So, you know, if you build small pieces, and then you take those small pieces and assemble them into a larger piece, that is a less complex way to build things than trying to take all of the individual parts and assemble them into a whole at once.
And so, you know, I think that idea was there in the early '60s, and then, you know, in the late '60s, people like Dykstra and Parnas and Liskav, who we've talked about, started to think about how to make software in such a way that the pieces could be sort of separated into modules and plugged together and reused and things like that.
And so, you know, a lot of the ideas that are now sort of common software engineering, I think, started in the '60s and early '70s.
Well, okay, but wait a minute.
When I think of abstract data types, I think of like, "Oh, I've got this class and it represents the car," and the car may have children classes, which are wheels.
That's a little different than composing, right?
How does this relate to this idea of people talking about preferring composition over inheritance?
You've heard that before, haven't you?
I've seen people write it over and over again.
Yeah, it's strange.
If you Google for composition in software engineering, almost every result you get will talk about this idea of it being an aspect of object-oriented programming.
Well, describe it to me.
Let's say you've got me and I'm like, "I don't know object-oriented programming.
What are these people talking about when they say I prefer composition over inheritance?
What the hell are they telling me to do?"
Well, composition in general in object-oriented programming is pretty straightforward.

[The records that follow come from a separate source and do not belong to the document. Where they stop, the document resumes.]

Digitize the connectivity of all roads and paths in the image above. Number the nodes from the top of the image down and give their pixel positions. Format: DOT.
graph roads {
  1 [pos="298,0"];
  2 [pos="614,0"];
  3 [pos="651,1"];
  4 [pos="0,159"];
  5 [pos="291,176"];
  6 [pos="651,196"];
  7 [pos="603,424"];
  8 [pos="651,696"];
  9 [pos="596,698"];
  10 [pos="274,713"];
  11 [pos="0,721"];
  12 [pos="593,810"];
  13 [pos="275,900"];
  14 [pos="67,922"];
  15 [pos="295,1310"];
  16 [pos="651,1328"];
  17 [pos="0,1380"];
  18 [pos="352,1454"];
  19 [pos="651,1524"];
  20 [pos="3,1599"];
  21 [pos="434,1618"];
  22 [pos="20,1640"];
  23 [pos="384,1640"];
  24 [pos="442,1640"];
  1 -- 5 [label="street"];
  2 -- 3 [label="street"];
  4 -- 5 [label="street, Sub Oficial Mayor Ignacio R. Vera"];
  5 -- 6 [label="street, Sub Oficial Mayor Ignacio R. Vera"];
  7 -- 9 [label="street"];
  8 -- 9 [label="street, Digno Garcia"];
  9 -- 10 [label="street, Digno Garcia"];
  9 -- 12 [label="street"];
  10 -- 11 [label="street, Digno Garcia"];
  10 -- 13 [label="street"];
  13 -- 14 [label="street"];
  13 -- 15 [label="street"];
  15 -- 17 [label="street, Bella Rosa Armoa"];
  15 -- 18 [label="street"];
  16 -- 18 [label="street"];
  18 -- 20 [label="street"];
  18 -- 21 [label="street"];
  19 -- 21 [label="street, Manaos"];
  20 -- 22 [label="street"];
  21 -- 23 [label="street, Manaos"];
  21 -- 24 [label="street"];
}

It means just what it sounds like it means.
So you have a part, an object, and it has subparts.
So you can think of this as being like, "I have a car object, which has wheel objects," and so forth.
Well, what if I have a green lion and a yellow lion?
Those are both lions.
Yeah, and I want to compose them into something.
Sorry, go ahead.
Trying to compose them into a, "What does yellow and green make?
Is that blue?
Is that blue?
Well, no, it's like a Voltron.
That's what was the reference there.
I've got a green lion and a yellow lion.
If I had a red, a blue, and a black, I could compose them into this ship-destroying robot with a big sword.
Yeah, that's a type of composability, I think.
Is it?
But why would composition be better than inheritance?
Inheritance is like, "I've got this generic animal thing, and I've got this cat-specific version, which inherits from animal, and I've got a dog version, which inherits from animal."
Why is composition better than that?
Yeah, so going back to the car with wheels example, in that case, you're not talking about something where inheritance would be a choice.
So a wheel is never probably going to be a type of car.
You could probably make some sort of very abstract base thing, where you call it a car part or something like that.
And I'm guessing people have done that.
But the objectorian of people call this, call the inheritance relationship, they call it an "is a relationship."
So lion is a cat.
And in composition, they call that a "has a relationship."
So a car has a wheel or has wheels.
And there was this idea, I can't actually remember who originated it, but there was an idea that in objectorian programming, you should prefer using the "has a" relationship, even in cases where you might potentially be able to apply and is a relationship.
Okay, but why?
I've heard this before, but why?
Well, I think the idea is that there's two reasons.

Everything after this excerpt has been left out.